## Exercise directions
The expected output is a copy of every line in the records with the string "circle".

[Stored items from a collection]
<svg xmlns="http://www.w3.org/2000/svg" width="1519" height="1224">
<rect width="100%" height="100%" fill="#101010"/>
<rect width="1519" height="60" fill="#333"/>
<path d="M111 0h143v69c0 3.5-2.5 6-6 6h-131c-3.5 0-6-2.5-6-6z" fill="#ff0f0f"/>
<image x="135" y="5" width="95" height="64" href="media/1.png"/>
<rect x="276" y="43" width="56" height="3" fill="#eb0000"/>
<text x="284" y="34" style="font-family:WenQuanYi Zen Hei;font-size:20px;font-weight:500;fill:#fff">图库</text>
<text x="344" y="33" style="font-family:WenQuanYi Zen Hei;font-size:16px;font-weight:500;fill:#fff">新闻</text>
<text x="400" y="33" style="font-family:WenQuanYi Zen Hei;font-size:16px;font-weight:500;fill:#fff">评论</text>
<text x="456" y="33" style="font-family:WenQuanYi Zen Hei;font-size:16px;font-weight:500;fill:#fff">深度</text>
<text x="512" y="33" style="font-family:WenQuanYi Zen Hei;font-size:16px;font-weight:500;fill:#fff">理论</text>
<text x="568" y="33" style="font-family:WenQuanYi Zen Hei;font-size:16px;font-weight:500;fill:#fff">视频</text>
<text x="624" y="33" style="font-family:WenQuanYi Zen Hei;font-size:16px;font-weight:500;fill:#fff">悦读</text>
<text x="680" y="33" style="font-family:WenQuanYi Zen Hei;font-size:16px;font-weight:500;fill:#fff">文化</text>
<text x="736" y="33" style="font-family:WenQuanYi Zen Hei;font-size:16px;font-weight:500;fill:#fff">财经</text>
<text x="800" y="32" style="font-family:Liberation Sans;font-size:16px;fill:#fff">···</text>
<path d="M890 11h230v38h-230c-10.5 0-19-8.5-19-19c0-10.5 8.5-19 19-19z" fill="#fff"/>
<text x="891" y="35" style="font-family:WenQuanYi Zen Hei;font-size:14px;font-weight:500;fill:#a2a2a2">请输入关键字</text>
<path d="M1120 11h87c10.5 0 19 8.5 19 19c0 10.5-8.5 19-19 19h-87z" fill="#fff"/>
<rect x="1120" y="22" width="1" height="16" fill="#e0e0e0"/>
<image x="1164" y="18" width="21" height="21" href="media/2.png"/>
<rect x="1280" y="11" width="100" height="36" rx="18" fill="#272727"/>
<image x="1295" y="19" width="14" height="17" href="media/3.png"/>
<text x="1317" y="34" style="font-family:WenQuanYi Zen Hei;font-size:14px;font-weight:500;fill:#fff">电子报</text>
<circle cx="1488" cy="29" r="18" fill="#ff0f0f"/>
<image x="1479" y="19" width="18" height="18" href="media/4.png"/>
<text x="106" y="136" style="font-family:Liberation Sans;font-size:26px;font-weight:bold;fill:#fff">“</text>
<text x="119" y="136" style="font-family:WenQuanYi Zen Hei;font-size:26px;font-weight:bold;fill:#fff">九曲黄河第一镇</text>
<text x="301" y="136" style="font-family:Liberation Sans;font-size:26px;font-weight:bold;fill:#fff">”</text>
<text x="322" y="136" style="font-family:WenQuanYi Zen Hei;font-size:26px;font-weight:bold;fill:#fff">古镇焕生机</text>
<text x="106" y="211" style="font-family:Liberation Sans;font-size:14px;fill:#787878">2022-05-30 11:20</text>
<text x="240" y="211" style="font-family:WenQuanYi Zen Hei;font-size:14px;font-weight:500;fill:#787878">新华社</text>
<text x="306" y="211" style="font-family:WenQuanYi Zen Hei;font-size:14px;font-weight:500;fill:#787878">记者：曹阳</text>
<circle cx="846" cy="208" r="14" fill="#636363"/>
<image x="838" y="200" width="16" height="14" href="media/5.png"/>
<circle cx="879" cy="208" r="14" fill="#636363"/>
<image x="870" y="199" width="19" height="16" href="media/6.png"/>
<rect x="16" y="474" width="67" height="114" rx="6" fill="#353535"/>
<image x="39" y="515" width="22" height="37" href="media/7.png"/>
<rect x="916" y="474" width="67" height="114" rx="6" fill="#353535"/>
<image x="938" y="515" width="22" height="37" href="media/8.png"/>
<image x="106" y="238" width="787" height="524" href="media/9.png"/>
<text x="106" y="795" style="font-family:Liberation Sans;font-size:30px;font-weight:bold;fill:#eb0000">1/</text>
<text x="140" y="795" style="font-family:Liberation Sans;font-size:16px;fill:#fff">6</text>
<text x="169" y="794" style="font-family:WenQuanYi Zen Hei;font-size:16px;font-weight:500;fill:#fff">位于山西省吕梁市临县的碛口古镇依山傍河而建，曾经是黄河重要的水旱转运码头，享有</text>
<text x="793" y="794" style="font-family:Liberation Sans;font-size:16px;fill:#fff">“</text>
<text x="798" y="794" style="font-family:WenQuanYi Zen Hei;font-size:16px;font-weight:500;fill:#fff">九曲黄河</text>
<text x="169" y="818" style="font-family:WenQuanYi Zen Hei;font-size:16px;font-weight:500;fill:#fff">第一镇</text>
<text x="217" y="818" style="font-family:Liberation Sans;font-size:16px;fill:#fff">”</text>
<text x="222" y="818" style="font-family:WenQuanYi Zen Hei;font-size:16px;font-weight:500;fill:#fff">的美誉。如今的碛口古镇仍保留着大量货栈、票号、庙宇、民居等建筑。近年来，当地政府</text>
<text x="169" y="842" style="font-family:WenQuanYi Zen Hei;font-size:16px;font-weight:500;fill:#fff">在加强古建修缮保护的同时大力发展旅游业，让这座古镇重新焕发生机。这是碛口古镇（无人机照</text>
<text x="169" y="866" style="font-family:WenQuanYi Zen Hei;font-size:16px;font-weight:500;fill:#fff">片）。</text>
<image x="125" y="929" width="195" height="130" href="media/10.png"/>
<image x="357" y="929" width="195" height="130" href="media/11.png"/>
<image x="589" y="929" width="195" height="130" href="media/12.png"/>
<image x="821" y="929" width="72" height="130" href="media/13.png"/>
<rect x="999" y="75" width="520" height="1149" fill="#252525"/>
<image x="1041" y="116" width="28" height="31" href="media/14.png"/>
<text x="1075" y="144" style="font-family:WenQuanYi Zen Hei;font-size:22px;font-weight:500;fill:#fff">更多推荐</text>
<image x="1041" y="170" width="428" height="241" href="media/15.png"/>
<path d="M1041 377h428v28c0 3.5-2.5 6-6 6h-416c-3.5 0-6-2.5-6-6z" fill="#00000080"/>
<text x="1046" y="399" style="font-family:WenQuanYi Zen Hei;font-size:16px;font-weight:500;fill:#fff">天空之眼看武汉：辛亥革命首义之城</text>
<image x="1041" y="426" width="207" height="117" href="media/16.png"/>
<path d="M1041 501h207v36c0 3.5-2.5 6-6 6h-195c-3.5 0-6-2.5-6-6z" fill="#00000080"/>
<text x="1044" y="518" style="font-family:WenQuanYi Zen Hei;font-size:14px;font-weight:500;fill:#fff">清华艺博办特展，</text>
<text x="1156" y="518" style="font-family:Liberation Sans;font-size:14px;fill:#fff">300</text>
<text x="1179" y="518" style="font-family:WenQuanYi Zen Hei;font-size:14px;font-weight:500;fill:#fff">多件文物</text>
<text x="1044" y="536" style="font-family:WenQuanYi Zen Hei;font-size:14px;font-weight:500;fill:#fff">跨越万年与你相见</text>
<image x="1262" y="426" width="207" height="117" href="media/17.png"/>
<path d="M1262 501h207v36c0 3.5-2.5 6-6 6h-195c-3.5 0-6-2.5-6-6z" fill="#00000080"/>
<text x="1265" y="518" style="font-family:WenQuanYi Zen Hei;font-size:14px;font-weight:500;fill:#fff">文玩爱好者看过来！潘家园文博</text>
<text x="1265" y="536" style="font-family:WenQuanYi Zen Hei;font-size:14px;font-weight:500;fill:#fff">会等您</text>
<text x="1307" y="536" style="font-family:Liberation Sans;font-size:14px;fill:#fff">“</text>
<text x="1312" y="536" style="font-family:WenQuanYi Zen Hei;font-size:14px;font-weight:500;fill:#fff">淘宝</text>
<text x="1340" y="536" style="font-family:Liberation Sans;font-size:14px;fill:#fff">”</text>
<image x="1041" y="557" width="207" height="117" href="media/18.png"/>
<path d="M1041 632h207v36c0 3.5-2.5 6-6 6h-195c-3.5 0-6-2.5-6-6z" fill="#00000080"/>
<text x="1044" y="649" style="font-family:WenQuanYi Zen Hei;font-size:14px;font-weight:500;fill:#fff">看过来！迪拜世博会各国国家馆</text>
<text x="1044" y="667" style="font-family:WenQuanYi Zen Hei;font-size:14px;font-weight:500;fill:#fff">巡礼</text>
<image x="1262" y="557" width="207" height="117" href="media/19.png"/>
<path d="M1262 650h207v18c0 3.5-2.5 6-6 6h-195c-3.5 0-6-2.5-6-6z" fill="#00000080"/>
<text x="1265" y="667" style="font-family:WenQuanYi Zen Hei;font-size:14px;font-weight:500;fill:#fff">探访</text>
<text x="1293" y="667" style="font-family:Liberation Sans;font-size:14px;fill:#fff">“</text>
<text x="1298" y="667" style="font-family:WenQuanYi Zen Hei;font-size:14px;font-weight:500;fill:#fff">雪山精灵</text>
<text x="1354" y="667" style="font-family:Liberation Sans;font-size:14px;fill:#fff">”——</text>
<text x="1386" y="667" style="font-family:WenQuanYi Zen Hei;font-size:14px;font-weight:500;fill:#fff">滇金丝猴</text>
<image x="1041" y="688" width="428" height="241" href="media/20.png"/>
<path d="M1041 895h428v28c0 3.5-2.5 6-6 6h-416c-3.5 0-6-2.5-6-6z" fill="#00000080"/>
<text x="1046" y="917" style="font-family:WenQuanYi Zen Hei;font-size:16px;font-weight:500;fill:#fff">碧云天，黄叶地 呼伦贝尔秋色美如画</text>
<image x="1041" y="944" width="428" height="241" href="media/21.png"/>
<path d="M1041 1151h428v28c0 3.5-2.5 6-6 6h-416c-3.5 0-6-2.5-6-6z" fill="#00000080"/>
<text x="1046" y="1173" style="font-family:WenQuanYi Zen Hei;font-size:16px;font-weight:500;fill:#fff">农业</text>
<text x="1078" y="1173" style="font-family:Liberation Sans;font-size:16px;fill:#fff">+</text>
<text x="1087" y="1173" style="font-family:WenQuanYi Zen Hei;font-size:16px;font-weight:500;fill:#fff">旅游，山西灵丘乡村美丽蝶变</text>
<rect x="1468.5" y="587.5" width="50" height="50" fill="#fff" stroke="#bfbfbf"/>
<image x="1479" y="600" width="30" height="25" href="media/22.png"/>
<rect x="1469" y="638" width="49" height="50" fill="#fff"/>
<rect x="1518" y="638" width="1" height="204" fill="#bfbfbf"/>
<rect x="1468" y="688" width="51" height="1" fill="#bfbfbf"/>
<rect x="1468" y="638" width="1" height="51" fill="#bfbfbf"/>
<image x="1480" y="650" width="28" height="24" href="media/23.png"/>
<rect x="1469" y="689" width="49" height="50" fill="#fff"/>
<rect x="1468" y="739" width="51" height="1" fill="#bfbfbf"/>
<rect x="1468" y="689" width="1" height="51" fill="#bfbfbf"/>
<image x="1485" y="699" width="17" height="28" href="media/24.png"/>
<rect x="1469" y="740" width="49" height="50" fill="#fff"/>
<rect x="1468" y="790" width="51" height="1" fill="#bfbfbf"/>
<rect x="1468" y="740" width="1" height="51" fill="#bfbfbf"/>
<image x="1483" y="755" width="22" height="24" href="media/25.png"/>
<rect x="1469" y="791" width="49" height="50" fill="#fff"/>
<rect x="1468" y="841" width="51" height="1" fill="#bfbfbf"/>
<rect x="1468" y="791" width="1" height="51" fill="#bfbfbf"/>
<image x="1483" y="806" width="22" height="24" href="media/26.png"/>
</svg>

## Exercise output
<circle cx="1488" cy="29" r="18" fill="#ff0f0f"/>
<circle cx="846" cy="208" r="14" fill="#636363"/>
<circle cx="879" cy="208" r="14" fill="#636363"/>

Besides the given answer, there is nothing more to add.